Cybersecurity firm TrustedSec has introduced a new tool named Specula, which leverages a longstanding vulnerability in Microsoft Outlook to turn it into a Command and Control (C2) server. This discovery has raised significant concerns within the cybersecurity community, exposing a critical vulnerability in many corporate networks.

All about Spectra Tool

Specula uses a subtle Registry modification to alter Outlook’s behavior, enabling it to function as a beaconing C2 agent. Despite being a known technique, it often goes unaddressed by organizations. TrustedSec’s release of Specula seeks to highlight this vulnerability and encourage stronger preventive measures.

The exploitation of the Outlook home page feature was first reported under CVE-2017-11774.

Despite Microsoft issuing patches to remove the UI elements for setting a custom home page, the underlying Registry values are still operational.

This allows attackers to set a custom home page via Registry keys, enabling the execution of malicious scripts within Outlook. When set, Outlook downloads and displays an HTML page instead of the standard mailbox elements.

This HTML page can run VBScript or JScript in a privileged context, giving attackers significant control over the system. Specula automates this process, facilitating continuous command execution without manual intervention.

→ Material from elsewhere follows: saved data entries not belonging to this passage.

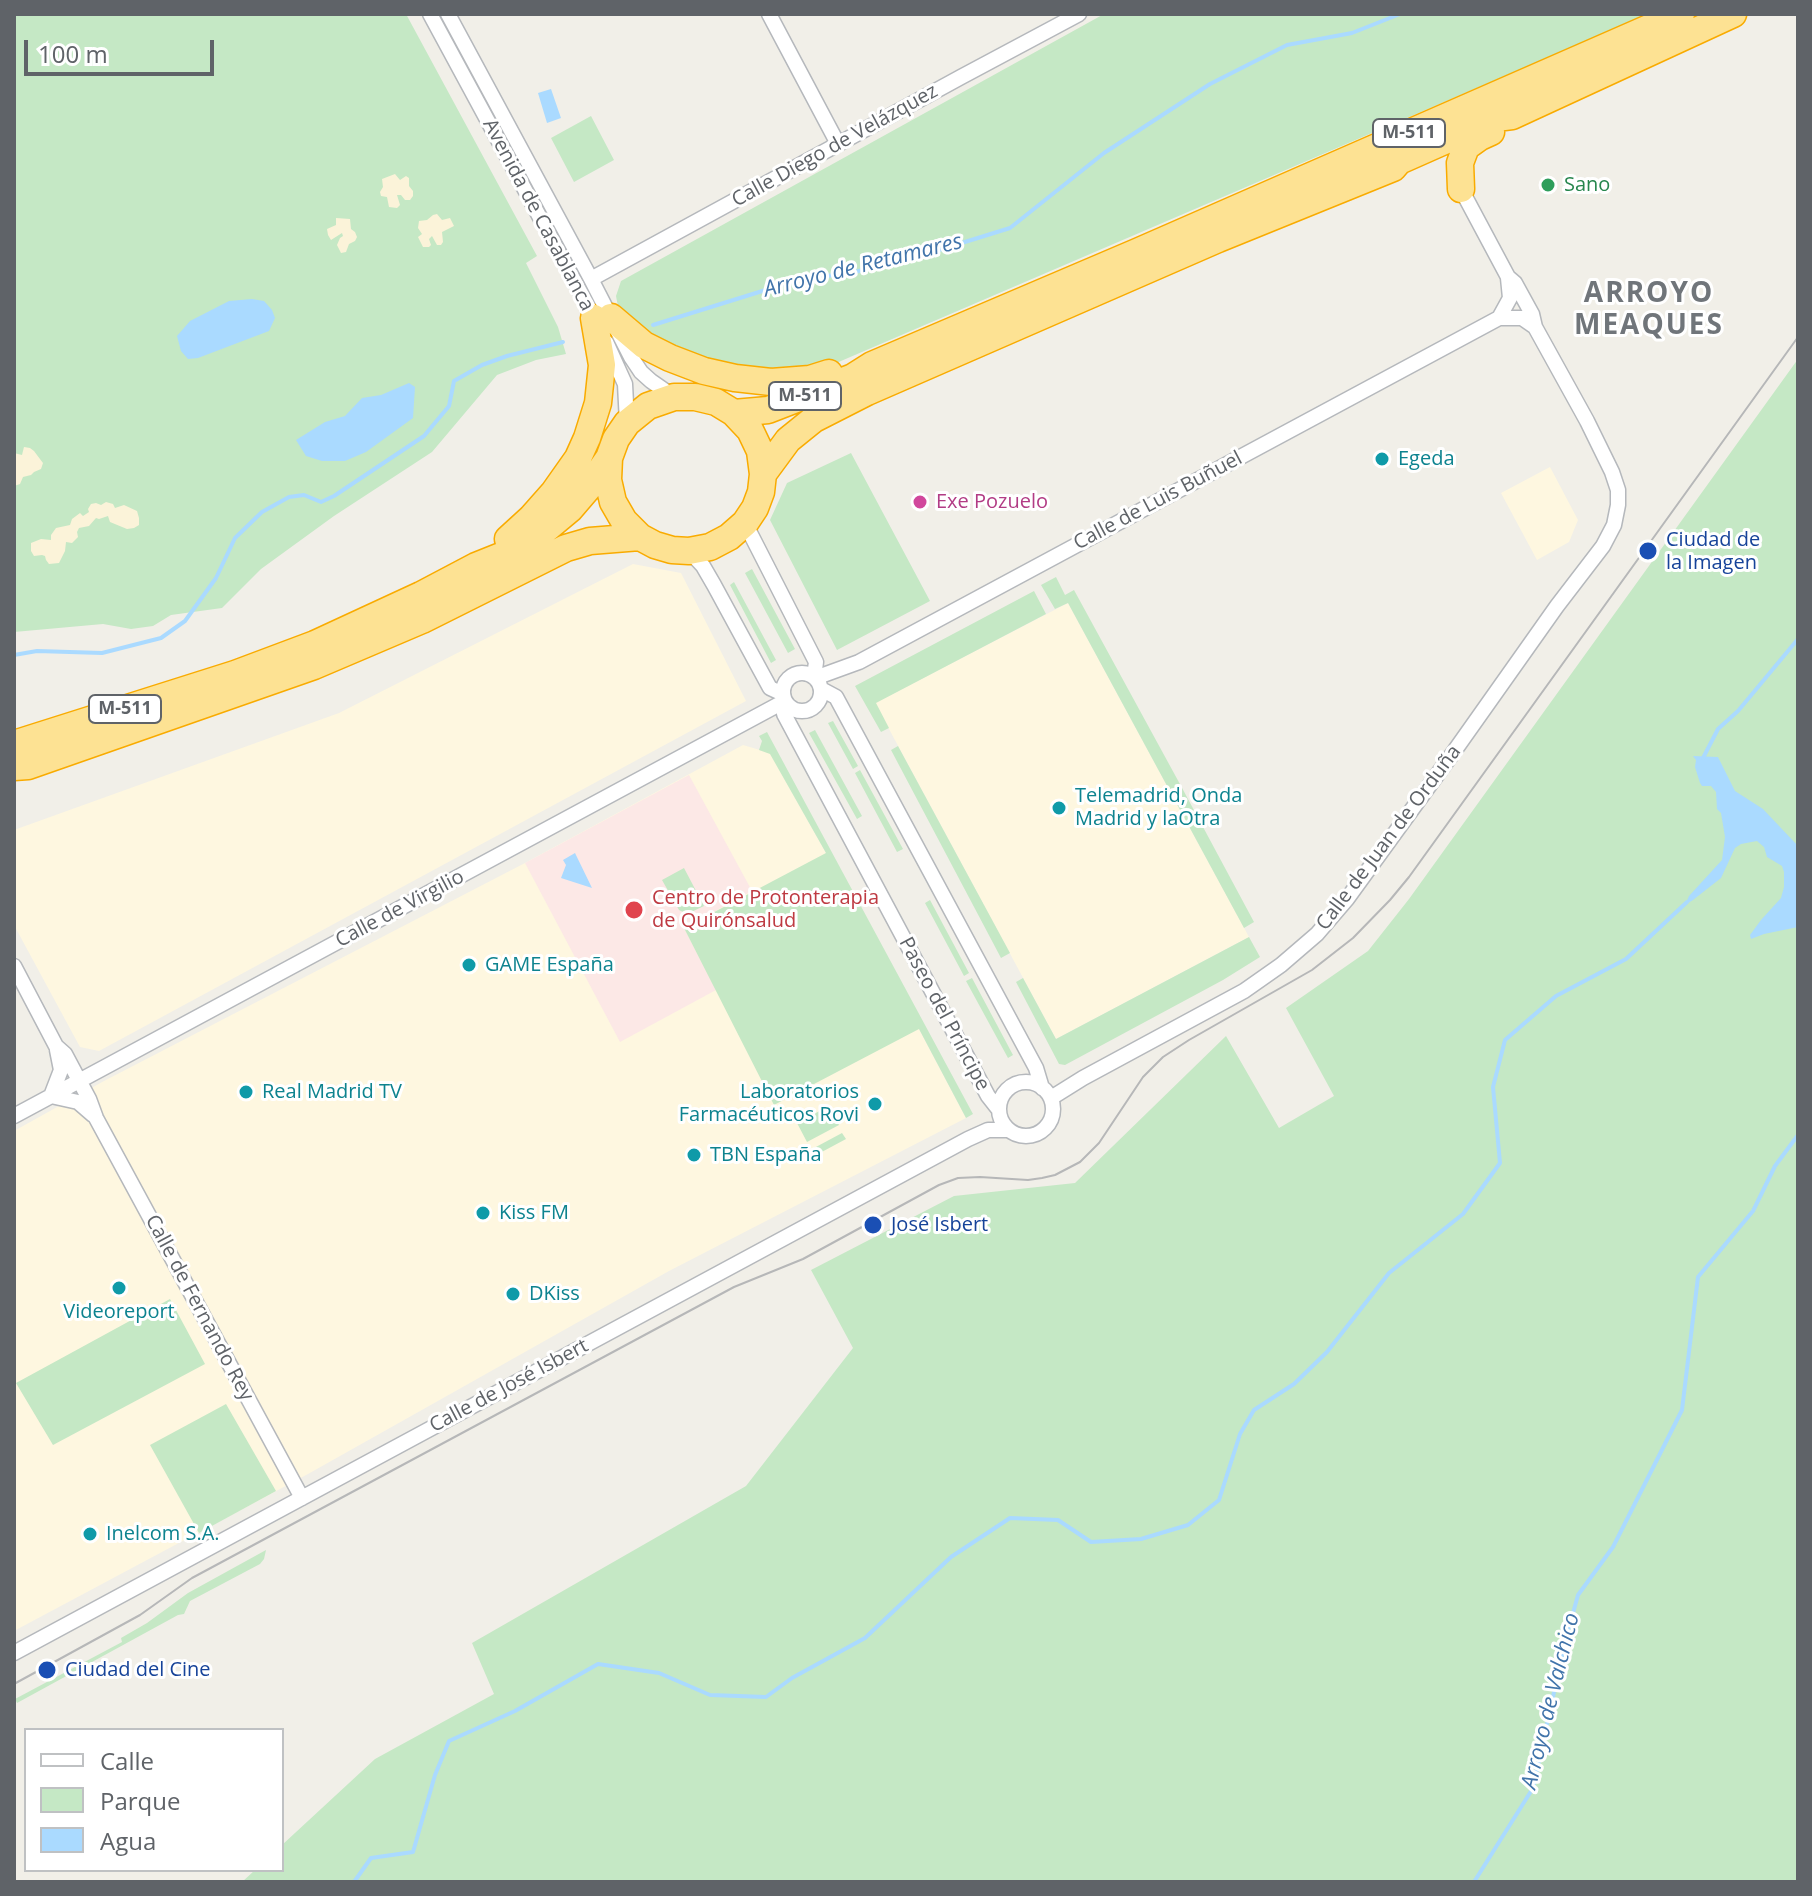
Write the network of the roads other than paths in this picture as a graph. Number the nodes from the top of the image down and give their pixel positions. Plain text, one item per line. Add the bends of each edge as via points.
1 (430, 14) edge
2 (448, 14) edge
3 (769, 14) edge
4 (1079, 14) edge
5 (1681, 14) edge
6 (1733, 14) edge
7 (1059, 19) edge
8 (1512, 116) junction
9 (838, 144) junction
10 (1393, 168) junction
11 (1461, 189) junction
12 (1508, 277) junction
13 (591, 279) junction
14 (602, 317) junction
15 (1499, 318) junction
16 (1535, 327) junction
17 (872, 365) junction
18 (674, 397) junction
19 (734, 413) junction
20 (627, 423) junction
21 (609, 458) junction
22 (763, 474) junction
23 (745, 523) junction
24 (640, 537) junction
25 (689, 551) junction
26 (476, 566) junction
27 (816, 681) junction
28 (785, 700) junction
29 (17, 764) edge
30 (14, 966) edge
31 (56, 1046) junction
32 (79, 1081) junction
33 (1046, 1093) junction
34 (51, 1096) junction
35 (999, 1110) junction
36 (14, 1116) edge
37 (96, 1118) junction
38 (1008, 1130) junction
39 (302, 1498) junction
40 (14, 1653) edge

1 - 14 street, Avenida de Casablanca
2 - 13 street, Avenida de Casablanca
3 - 9 street
4 - 7 street, Calle Diego de Velázquez
5 - 17 highway, M-511
6 - 8 highway, M-511
7 - 9 street, Calle Diego de Velázquez
8 - 10 highway, M-511 via 1482,124
8 - 11 highway via 1466,147 1460,163
9 - 13 street, Calle Diego de Velázquez
10 - 11 highway via 1432,165 1447,170
10 - 22 highway, M-511 via 867,392 814,419 788,440
11 - 12 street
12 - 15 street via 1510,298
12 - 16 street
13 - 14 street, Avenida de Casablanca
14 - 17 highway via 670,358 735,378 810,379
14 - 18 street, Avenida de Casablanca via 641,372
14 - 20 street, Avenida de Casablanca via 625,384
14 - 26 highway via 598,403 583,448 531,518
15 - 16 street via 1522,318
15 - 27 street, Calle de Luis Buñuel
16 - 33 street, Calle de Juan de Orduña via 1618,490 1614,525 1603,546 1317,934 1244,991
17 - 19 highway, M-511 via 768,410
18 - 19 highway, M-511 via 716,402
18 - 20 highway via 648,406
19 - 22 highway, M-511 via 760,451
20 - 21 highway, M-511
21 - 24 highway via 613,502
21 - 26 highway, M-511 via 579,498 546,529
22 - 23 highway, M-511 via 758,500
23 - 25 highway via 710,547
23 - 27 street via 816,662
24 - 25 highway, M-511
24 - 29 highway, M-511 via 566,548 422,620 314,666
25 - 28 street, Paseo del Príncipe via 703,566 770,688
26 - 29 highway, M-511 via 315,644
27 - 28 street via 806,673 789,678
27 - 28 street via 820,698 806,711
27 - 33 street via 836,697
28 - 32 street, Calle de Virgilio
28 - 35 street, Paseo del Príncipe via 784,714
30 - 31 street, Calle de Fernando Rey
31 - 32 street, Calle de Fernando Rey
31 - 34 street, Calle de Fernando Rey via 61,1070
32 - 34 street, Calle de Virgilio
32 - 37 street, Calle de Fernando Rey
33 - 35 street via 1031,1082 1019,1083 1008,1088
33 - 38 street via 1053,1112 1047,1126 1021,1136
34 - 36 street, Calle de Virgilio
34 - 37 street via 78,1102
35 - 38 street
37 - 39 street, Calle de Fernando Rey
38 - 39 street, Calle de José Isbert via 988,1130 957,1144
39 - 40 street, Calle de José Isbert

Preventing Home Page Attacks

To mitigate this threat, TrustedSec suggests the following measures:

Upgrade to the New Outlook: The latest version doesn’t support COM extensions, eliminating this exploit vector.
Disable VBScript: Future Windows 11 versions will allow the removal of the VBScript engine, reducing this risk.
Use Group Policy Object (GPO): Configure GPO to disable WebView and block custom home pages.
Utilize the Microsoft Security Compliance Toolkit: This toolkit can secure Outlook’s web engine, preventing script execution.